The insertInto function inserts a value into a table that can hold that type.

Because we’re in debug mode, we’ll see the SQL that beam is running:

Will execute INSERT INTO cart_users VALUES (?, ?, ?, ?) with [SqlString "james@example.com",SqlString "James",SqlString "Smith",SqlString "b4cc344d25a2efe540adbf2678e2304c"]
Will execute INSERT INTO cart_users VALUES (?, ?, ?, ?) with [SqlString "betty@example.com",SqlString "Betty",SqlString "Jones",SqlString "82b054bd83ffad9b6cf8bdb98ce3cc2f"]
Will execute INSERT INTO cart_users VALUES (?, ?, ?, ?) with [SqlString "sam@example.com",SqlString "Sam",SqlString "Taylor",SqlString "332532dcfaa1cbf61e2a266bd723612c"]

Querying the database

Now let’s write some queries for the database. You can think of queries in Beam as similar to lists. Like lists you can filter them (SQL WHERE clauses), take only a certain number of items from them (SQL LIMIT clauses), and drop a certain number of items from them (SQL OFFSET clauses).

Let’s look at a simple example. Let’s get all users.

          putStrLn "all users: "
          Success allUsers <- beamTxn beam $ \(ShoppingCartDb usersT) ->
                              queryList (all_ usersT)
          mapM_ (putStrLn . show) allUsers
          putStrLn "----\n\n"

When run, you should get output like the following:

Will execute SELECT `t0`.`email`, `t0`.`first_name`, `t0`.`last_name`, `t0`.`password` FROM  cart_users AS t0 with []
User {_userEmail = "james@example.com", _userFirstName = "James", _userLastName = "Smith", _userPassword = "b4cc344d25a2efe540adbf2678e2304c"}
User {_userEmail = "betty@example.com", _userFirstName = "Betty", _userLastName = "Jones", _userPassword = "82b054bd83ffad9b6cf8bdb98ce3cc2f"}
User {_userEmail = "sam@example.com", _userFirstName = "Sam", _userLastName = "Taylor", _userPassword = "332532dcfaa1cbf61e2a266bd723612c"}

Next let’s suppose you wanted to sort the users into order by their first name. We can use the orderBy function to order the query results. This is similar to the sortBy function for lists.
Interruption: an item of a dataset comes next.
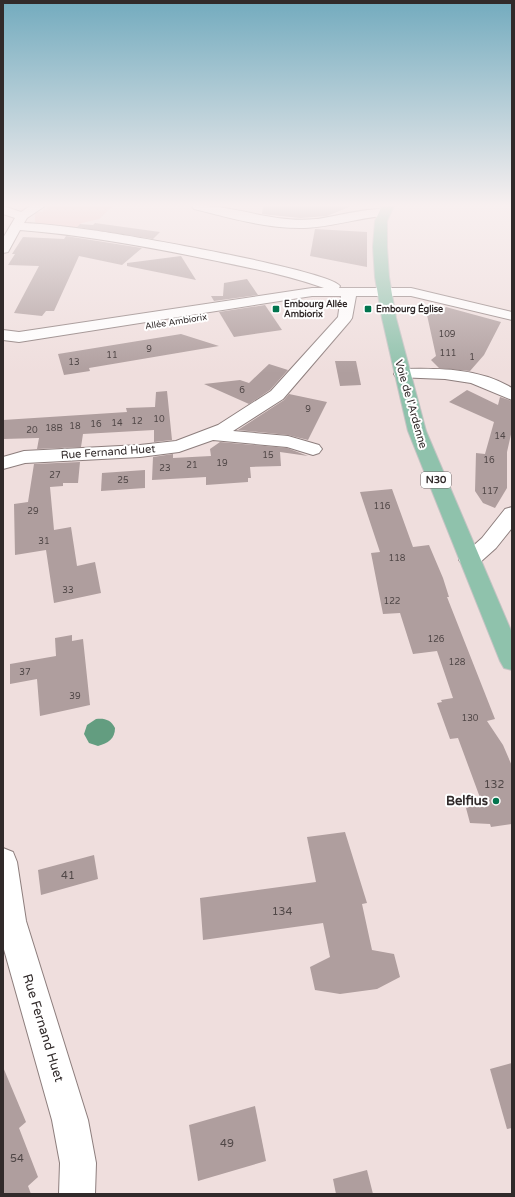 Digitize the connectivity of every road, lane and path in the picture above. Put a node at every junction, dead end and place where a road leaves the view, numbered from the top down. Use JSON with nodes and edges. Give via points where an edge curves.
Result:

          putStrLn "users sorted by first name:"
          Success sortedUsersByFirstName <- beamTxn beam $ \(ShoppingCartDb usersT) ->
                                            queryList $ orderBy (asc_ . _userFirstName) (all_ usersT)
          mapM_ (putStrLn . show) sortedUsersByFirstName
          putStrLn "----\n\n"

The corresponding output:

Will execute SELECT `t0`.`email`, `t0`.`first_name`, `t0`.`last_name`, `t0`.`password` FROM  cart_users AS t0 ORDER BY `t0`.`first_name` ASC with []
User {_userEmail = "betty@example.com", _userFirstName = "Betty", _userLastName = "Jones", _userPassword = "82b054bd83ffad9b6cf8bdb98ce3cc2f"}
User {_userEmail = "james@example.com", _userFirstName = "James", _userLastName = "Smith", _userPassword = "b4cc344d25a2efe540adbf2678e2304c"}
User {_userEmail = "sam@example.com", _userFirstName = "Sam", _userLastName = "Taylor", _userPassword = "332532dcfaa1cbf61e2a266bd723612c"}

We can also sort by more than one column.

          putStrLn "users sorted by first and last name:"
          Success sortedUsersByFirstAndLastName <- beamTxn beam $ \(ShoppingCartDb usersT) ->
                                                   queryList $ orderBy (\user -> (asc_ (_userFirstName user), asc_ (_userLastName user))) (all_ usersT)
          mapM_ (putStrLn . show) sortedUsersByFirstAndLastName
          putStrLn "----\n\n"

Again, the output for convenience:

Will execute SELECT `t0`.`email`, `t0`.`first_name`, `t0`.`last_name`, `t0`.`password` FROM  cart_users AS t0 ORDER BY `t0`.`first_name` ASC, `t0`.`last_name` ASC with []
User {_userEmail = "betty@example.com", _userFirstName = "Betty", _userLastName = "Jones", _userPassword = "82b054bd83ffad9b6cf8bdb98ce3cc2f"}
User {_userEmail = "james@example.com", _userFirstName = "James", _userLastName = "Smith", _userPassword = "b4cc344d25a2efe540adbf2678e2304c"}
User {_userEmail = "sam@example.com", _userFirstName = "Sam", _userLastName = "Taylor", _userPassword = "332532dcfaa1cbf61e2a266bd723612c"}

We can use limit_ and offset_ in a similar manner to take and drop respectively.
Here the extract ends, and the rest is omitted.